» ABOUT THIS TASK: Filter the material, keeping only lines with the word "roads".
Start of EXERCISE DATA
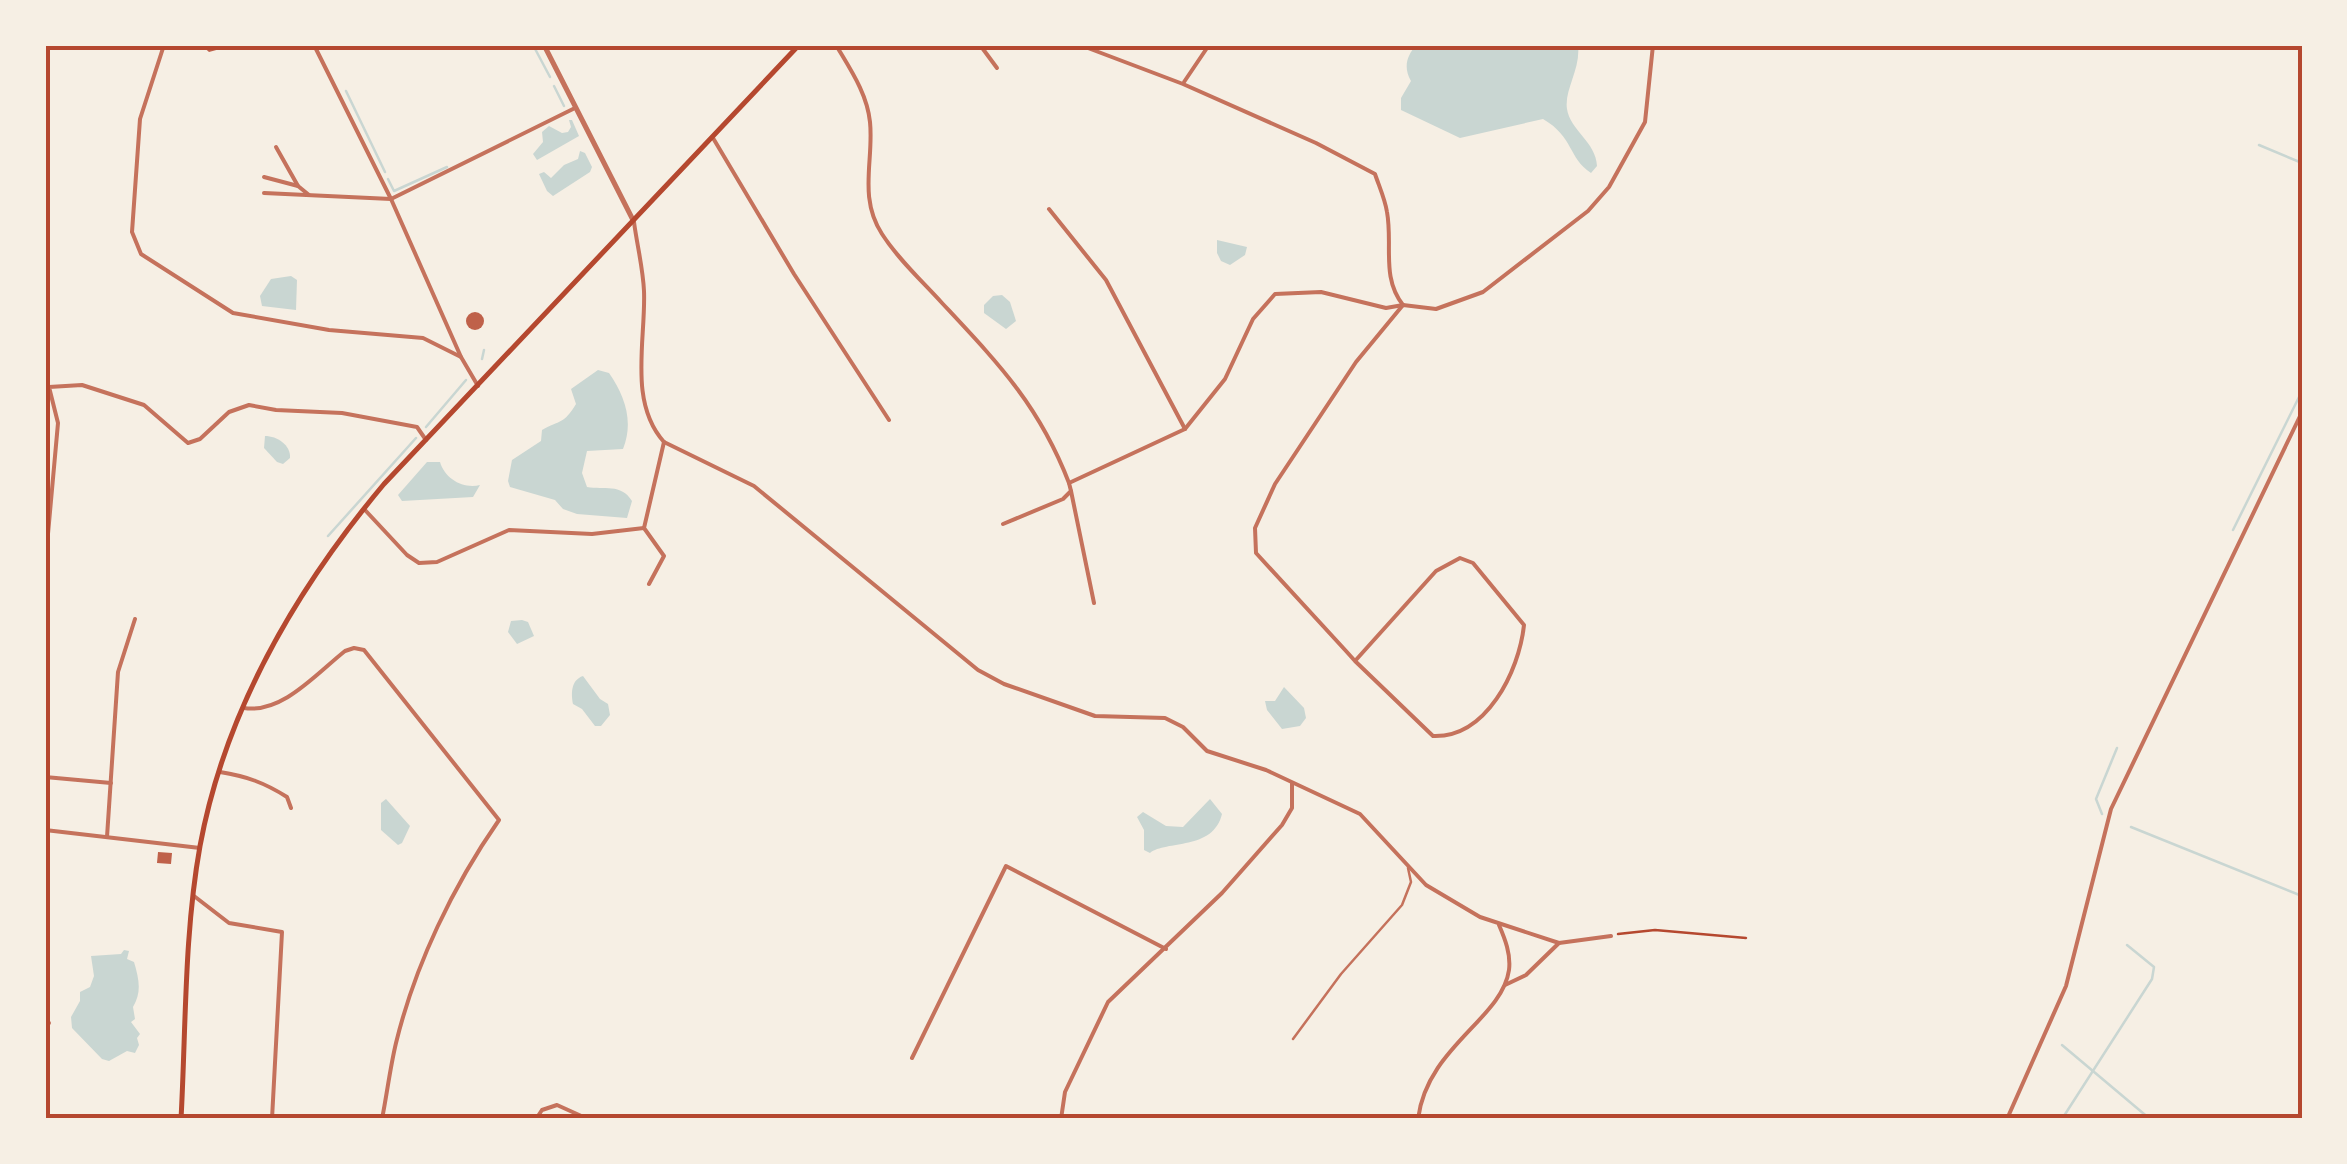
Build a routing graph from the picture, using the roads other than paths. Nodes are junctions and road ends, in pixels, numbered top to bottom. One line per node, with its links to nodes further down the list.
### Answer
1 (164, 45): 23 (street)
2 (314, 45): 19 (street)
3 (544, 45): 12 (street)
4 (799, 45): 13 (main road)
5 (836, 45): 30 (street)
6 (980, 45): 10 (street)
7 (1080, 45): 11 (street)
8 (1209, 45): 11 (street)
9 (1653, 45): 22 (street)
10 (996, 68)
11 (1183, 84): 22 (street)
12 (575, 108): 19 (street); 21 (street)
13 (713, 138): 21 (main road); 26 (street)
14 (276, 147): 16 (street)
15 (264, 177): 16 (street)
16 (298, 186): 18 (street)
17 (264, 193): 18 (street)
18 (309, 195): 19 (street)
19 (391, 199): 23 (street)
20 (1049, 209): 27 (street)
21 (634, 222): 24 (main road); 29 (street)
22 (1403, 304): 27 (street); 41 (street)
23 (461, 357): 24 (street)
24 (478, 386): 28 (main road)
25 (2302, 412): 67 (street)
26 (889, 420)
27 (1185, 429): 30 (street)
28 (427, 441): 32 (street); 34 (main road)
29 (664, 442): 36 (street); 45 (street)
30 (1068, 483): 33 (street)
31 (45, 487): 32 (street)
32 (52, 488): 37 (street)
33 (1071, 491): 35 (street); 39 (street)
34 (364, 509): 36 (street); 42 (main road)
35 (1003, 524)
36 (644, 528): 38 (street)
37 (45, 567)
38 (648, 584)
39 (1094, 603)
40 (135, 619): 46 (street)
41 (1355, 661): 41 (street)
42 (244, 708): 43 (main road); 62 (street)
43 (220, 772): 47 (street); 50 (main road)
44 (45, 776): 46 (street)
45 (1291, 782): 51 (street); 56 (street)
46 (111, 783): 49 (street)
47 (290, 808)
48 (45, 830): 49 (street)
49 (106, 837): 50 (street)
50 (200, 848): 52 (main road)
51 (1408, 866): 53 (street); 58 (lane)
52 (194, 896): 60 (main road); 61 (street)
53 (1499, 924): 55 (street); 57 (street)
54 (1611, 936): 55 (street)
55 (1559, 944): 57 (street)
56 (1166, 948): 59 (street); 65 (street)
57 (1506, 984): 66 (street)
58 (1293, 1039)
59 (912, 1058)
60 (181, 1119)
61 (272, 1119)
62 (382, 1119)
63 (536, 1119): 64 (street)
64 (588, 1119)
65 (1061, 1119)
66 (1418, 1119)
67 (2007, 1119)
End of EXERCISE DATA
Start of EXERCISE DATA
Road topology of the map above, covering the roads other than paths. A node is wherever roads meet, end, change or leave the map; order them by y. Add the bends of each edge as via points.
End of EXERCISE DATA
» COMPLETED EXERCISE:
Build a routing graph from the picture, using the roads other than paths. Nodes are junctions and road ends, in pixels, numbered top to bottom. One line per node, with its links to nodes further down the list.
Road topology of the map above, covering the roads other than paths. A node is wherever roads meet, end, change or leave the map; order them by y. Add the bends of each edge as via points.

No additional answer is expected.